--- Provided data Enclosed Below ---

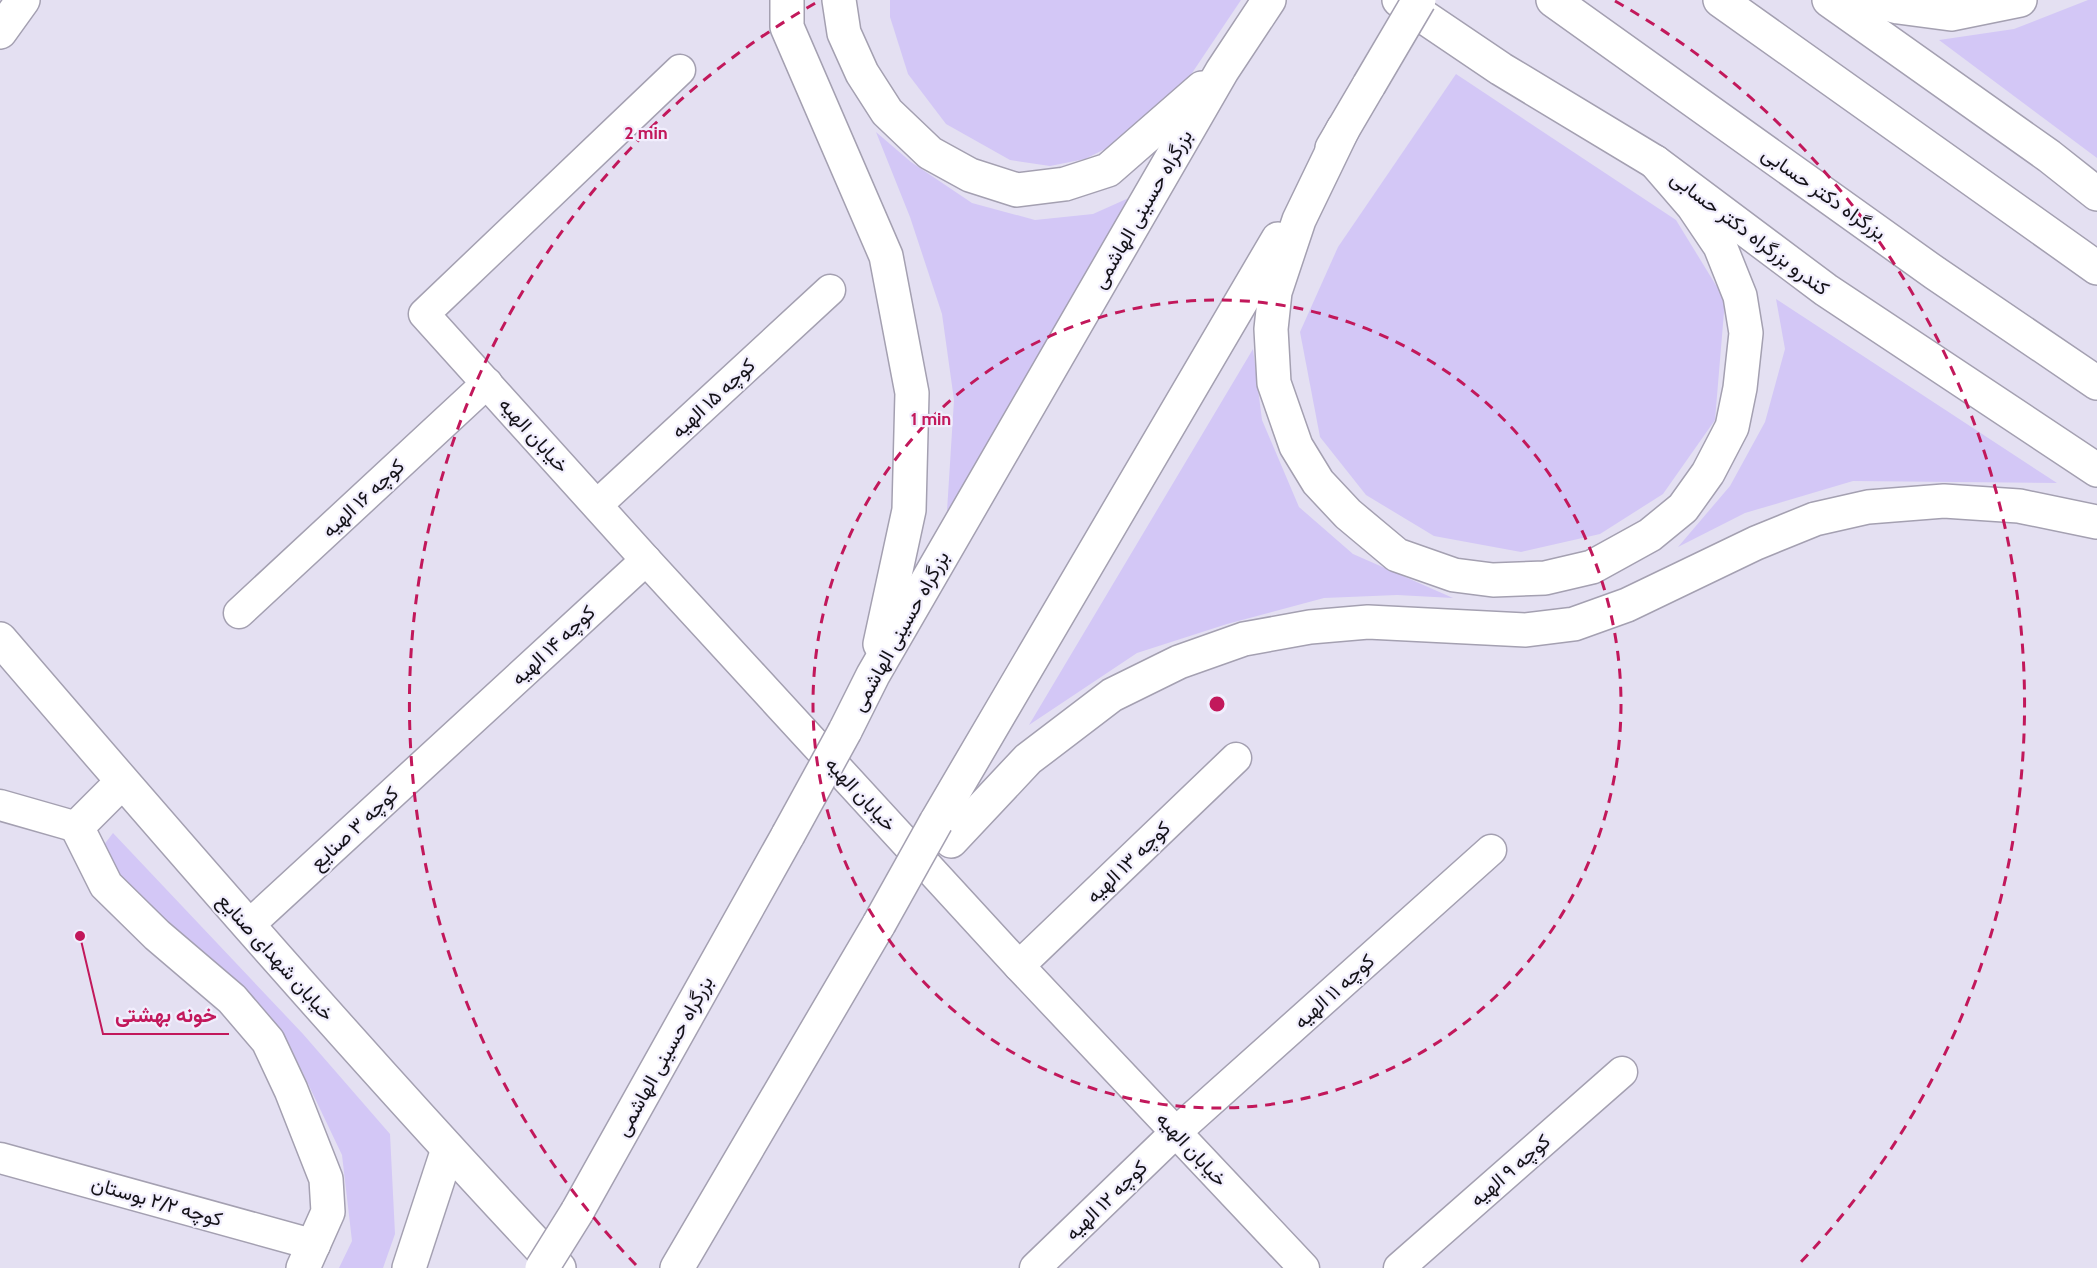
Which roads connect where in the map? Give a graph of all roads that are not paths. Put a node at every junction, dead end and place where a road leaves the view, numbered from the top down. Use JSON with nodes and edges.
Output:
{"nodes":[{"id":1,"x":23,"y":0,"type":"edge"},
{"id":2,"x":787,"y":0,"type":"edge"},
{"id":3,"x":839,"y":0,"type":"edge"},
{"id":4,"x":1269,"y":0,"type":"edge"},
{"id":5,"x":1399,"y":0,"type":"edge"},
{"id":6,"x":1419,"y":0,"type":"edge"},
{"id":7,"x":1553,"y":0,"type":"edge"},
{"id":8,"x":1720,"y":0,"type":"edge"},
{"id":9,"x":1829,"y":0,"type":"edge"},
{"id":10,"x":1872,"y":0,"type":"edge"},
{"id":11,"x":2020,"y":0,"type":"edge"},
{"id":12,"x":0,"y":32,"type":"edge"},
{"id":13,"x":680,"y":70,"type":"dead end"},
{"id":14,"x":1222,"y":71,"type":"junction"},
{"id":15,"x":1343,"y":129,"type":"junction"},
{"id":16,"x":1655,"y":162,"type":"junction"},
{"id":17,"x":2097,"y":194,"type":"edge"},
{"id":18,"x":2097,"y":268,"type":"edge"},
{"id":19,"x":830,"y":290,"type":"dead end"},
{"id":20,"x":487,"y":383,"type":"junction"},
{"id":21,"x":2097,"y":383,"type":"edge"},
{"id":22,"x":2097,"y":470,"type":"edge"},
{"id":23,"x":597,"y":506,"type":"junction"},
{"id":24,"x":2097,"y":522,"type":"edge"},
{"id":25,"x":645,"y":560,"type":"junction"},
{"id":26,"x":238,"y":613,"type":"dead end"},
{"id":27,"x":0,"y":639,"type":"edge"},
{"id":28,"x":873,"y":675,"type":"junction"},
{"id":29,"x":460,"y":730,"type":"joint"},
{"id":30,"x":1236,"y":758,"type":"dead end"},
{"id":31,"x":122,"y":782,"type":"junction"},
{"id":32,"x":0,"y":805,"type":"edge"},
{"id":33,"x":77,"y":827,"type":"junction"},
{"id":34,"x":943,"y":832,"type":"junction"},
{"id":35,"x":1491,"y":850,"type":"dead end"},
{"id":36,"x":248,"y":926,"type":"junction"},
{"id":37,"x":1019,"y":966,"type":"junction"},
{"id":38,"x":1622,"y":1072,"type":"dead end"},
{"id":39,"x":1176,"y":1132,"type":"junction"},
{"id":40,"x":448,"y":1149,"type":"junction"},
{"id":41,"x":0,"y":1158,"type":"edge"},
{"id":42,"x":309,"y":1257,"type":"edge"},
{"id":43,"x":409,"y":1268,"type":"edge"},
{"id":44,"x":542,"y":1268,"type":"edge"},
{"id":45,"x":559,"y":1268,"type":"edge"},
{"id":46,"x":677,"y":1268,"type":"edge"},
{"id":47,"x":1035,"y":1268,"type":"edge"},
{"id":48,"x":1304,"y":1268,"type":"edge"},
{"id":49,"x":1399,"y":1268,"type":"edge"}],
"edges":[{"from":1,"to":12,"type":"main road"},
{"from":2,"to":28,"type":"main road"},
{"from":3,"to":14,"type":"main road"},
{"from":4,"to":14,"type":"main road","name":"بزرگراه حسینی الهاشمی"},
{"from":5,"to":16,"type":"main road","name":"کندرو بزرگراه دکتر حسابی"},
{"from":6,"to":15,"type":"main road","bridge":true},
{"from":7,"to":21,"type":"main road","name":"بزرگراه دکتر حسابی"},
{"from":8,"to":18,"type":"main road"},
{"from":9,"to":17,"type":"main road"},
{"from":10,"to":11,"type":"main road"},
{"from":13,"to":20,"type":"street","name":"خیابان الهیه"},
{"from":14,"to":28,"type":"main road","name":"بزرگراه حسینی الهاشمی"},
{"from":15,"to":16,"type":"main road"},
{"from":15,"to":34,"type":"main road"},
{"from":16,"to":22,"type":"main road","name":"کندرو بزرگراه دکتر حسابی"},
{"from":19,"to":23,"type":"street","name":"کوچه ۱۵ الهیه"},
{"from":20,"to":23,"type":"street","name":"خیابان الهیه"},
{"from":20,"to":26,"type":"street","name":"کوچه ۱۶ الهیه"},
{"from":23,"to":25,"type":"street","name":"خیابان الهیه"},
{"from":24,"to":34,"type":"main road"},
{"from":25,"to":29,"type":"street","name":"کوچه ۱۴ الهیه"},
{"from":25,"to":37,"type":"street","name":"خیابان الهیه"},
{"from":27,"to":31,"type":"main road","name":"خیابان شهدای صنایع"},
{"from":28,"to":44,"type":"main road","name":"بزرگراه حسینی الهاشمی","bridge":true},
{"from":29,"to":36,"type":"street","name":"کوچه ۳ صنایع"},
{"from":30,"to":37,"type":"street","name":"کوچه ۱۳ الهیه"},
{"from":31,"to":33,"type":"main road"},
{"from":31,"to":36,"type":"main road","name":"خیابان شهدای صنایع"},
{"from":32,"to":33,"type":"street"},
{"from":33,"to":42,"type":"main road"},
{"from":34,"to":46,"type":"main road","bridge":true},
{"from":35,"to":39,"type":"street","name":"کوچه ۱۱ الهیه"},
{"from":36,"to":40,"type":"main road","name":"خیابان شهدای صنایع"},
{"from":37,"to":39,"type":"street","name":"خیابان الهیه"},
{"from":38,"to":49,"type":"street","name":"کوچه ۹ الهیه"},
{"from":39,"to":47,"type":"street","name":"کوچه ۱۲ الهیه"},
{"from":39,"to":48,"type":"street","name":"خیابان الهیه"},
{"from":40,"to":43,"type":"main road"},
{"from":40,"to":45,"type":"main road","name":"خیابان شهدای صنایع"},
{"from":41,"to":42,"type":"street","name":"کوچه ۲/۲ بوستان"}]}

--- End of Enclosed Provided data ---

(What you will do):
Output the data verbatim, images excluded.

(Reply):
Which roads connect where in the map? Give a graph of all roads that are not paths. Put a node at every junction, dead end and place where a road leaves the view, numbered from the top down. Use JSON with nodes and edges.
Output:
{"nodes":[{"id":1,"x":23,"y":0,"type":"edge"},
{"id":2,"x":787,"y":0,"type":"edge"},
{"id":3,"x":839,"y":0,"type":"edge"},
{"id":4,"x":1269,"y":0,"type":"edge"},
{"id":5,"x":1399,"y":0,"type":"edge"},
{"id":6,"x":1419,"y":0,"type":"edge"},
{"id":7,"x":1553,"y":0,"type":"edge"},
{"id":8,"x":1720,"y":0,"type":"edge"},
{"id":9,"x":1829,"y":0,"type":"edge"},
{"id":10,"x":1872,"y":0,"type":"edge"},
{"id":11,"x":2020,"y":0,"type":"edge"},
{"id":12,"x":0,"y":32,"type":"edge"},
{"id":13,"x":680,"y":70,"type":"dead end"},
{"id":14,"x":1222,"y":71,"type":"junction"},
{"id":15,"x":1343,"y":129,"type":"junction"},
{"id":16,"x":1655,"y":162,"type":"junction"},
{"id":17,"x":2097,"y":194,"type":"edge"},
{"id":18,"x":2097,"y":268,"type":"edge"},
{"id":19,"x":830,"y":290,"type":"dead end"},
{"id":20,"x":487,"y":383,"type":"junction"},
{"id":21,"x":2097,"y":383,"type":"edge"},
{"id":22,"x":2097,"y":470,"type":"edge"},
{"id":23,"x":597,"y":506,"type":"junction"},
{"id":24,"x":2097,"y":522,"type":"edge"},
{"id":25,"x":645,"y":560,"type":"junction"},
{"id":26,"x":238,"y":613,"type":"dead end"},
{"id":27,"x":0,"y":639,"type":"edge"},
{"id":28,"x":873,"y":675,"type":"junction"},
{"id":29,"x":460,"y":730,"type":"joint"},
{"id":30,"x":1236,"y":758,"type":"dead end"},
{"id":31,"x":122,"y":782,"type":"junction"},
{"id":32,"x":0,"y":805,"type":"edge"},
{"id":33,"x":77,"y":827,"type":"junction"},
{"id":34,"x":943,"y":832,"type":"junction"},
{"id":35,"x":1491,"y":850,"type":"dead end"},
{"id":36,"x":248,"y":926,"type":"junction"},
{"id":37,"x":1019,"y":966,"type":"junction"},
{"id":38,"x":1622,"y":1072,"type":"dead end"},
{"id":39,"x":1176,"y":1132,"type":"junction"},
{"id":40,"x":448,"y":1149,"type":"junction"},
{"id":41,"x":0,"y":1158,"type":"edge"},
{"id":42,"x":309,"y":1257,"type":"edge"},
{"id":43,"x":409,"y":1268,"type":"edge"},
{"id":44,"x":542,"y":1268,"type":"edge"},
{"id":45,"x":559,"y":1268,"type":"edge"},
{"id":46,"x":677,"y":1268,"type":"edge"},
{"id":47,"x":1035,"y":1268,"type":"edge"},
{"id":48,"x":1304,"y":1268,"type":"edge"},
{"id":49,"x":1399,"y":1268,"type":"edge"}],
"edges":[{"from":1,"to":12,"type":"main road"},
{"from":2,"to":28,"type":"main road"},
{"from":3,"to":14,"type":"main road"},
{"from":4,"to":14,"type":"main road","name":"بزرگراه حسینی الهاشمی"},
{"from":5,"to":16,"type":"main road","name":"کندرو بزرگراه دکتر حسابی"},
{"from":6,"to":15,"type":"main road","bridge":true},
{"from":7,"to":21,"type":"main road","name":"بزرگراه دکتر حسابی"},
{"from":8,"to":18,"type":"main road"},
{"from":9,"to":17,"type":"main road"},
{"from":10,"to":11,"type":"main road"},
{"from":13,"to":20,"type":"street","name":"خیابان الهیه"},
{"from":14,"to":28,"type":"main road","name":"بزرگراه حسینی الهاشمی"},
{"from":15,"to":16,"type":"main road"},
{"from":15,"to":34,"type":"main road"},
{"from":16,"to":22,"type":"main road","name":"کندرو بزرگراه دکتر حسابی"},
{"from":19,"to":23,"type":"street","name":"کوچه ۱۵ الهیه"},
{"from":20,"to":23,"type":"street","name":"خیابان الهیه"},
{"from":20,"to":26,"type":"street","name":"کوچه ۱۶ الهیه"},
{"from":23,"to":25,"type":"street","name":"خیابان الهیه"},
{"from":24,"to":34,"type":"main road"},
{"from":25,"to":29,"type":"street","name":"کوچه ۱۴ الهیه"},
{"from":25,"to":37,"type":"street","name":"خیابان الهیه"},
{"from":27,"to":31,"type":"main road","name":"خیابان شهدای صنایع"},
{"from":28,"to":44,"type":"main road","name":"بزرگراه حسینی الهاشمی","bridge":true},
{"from":29,"to":36,"type":"street","name":"کوچه ۳ صنایع"},
{"from":30,"to":37,"type":"street","name":"کوچه ۱۳ الهیه"},
{"from":31,"to":33,"type":"main road"},
{"from":31,"to":36,"type":"main road","name":"خیابان شهدای صنایع"},
{"from":32,"to":33,"type":"street"},
{"from":33,"to":42,"type":"main road"},
{"from":34,"to":46,"type":"main road","bridge":true},
{"from":35,"to":39,"type":"street","name":"کوچه ۱۱ الهیه"},
{"from":36,"to":40,"type":"main road","name":"خیابان شهدای صنایع"},
{"from":37,"to":39,"type":"street","name":"خیابان الهیه"},
{"from":38,"to":49,"type":"street","name":"کوچه ۹ الهیه"},
{"from":39,"to":47,"type":"street","name":"کوچه ۱۲ الهیه"},
{"from":39,"to":48,"type":"street","name":"خیابان الهیه"},
{"from":40,"to":43,"type":"main road"},
{"from":40,"to":45,"type":"main road","name":"خیابان شهدای صنایع"},
{"from":41,"to":42,"type":"street","name":"کوچه ۲/۲ بوستان"}]}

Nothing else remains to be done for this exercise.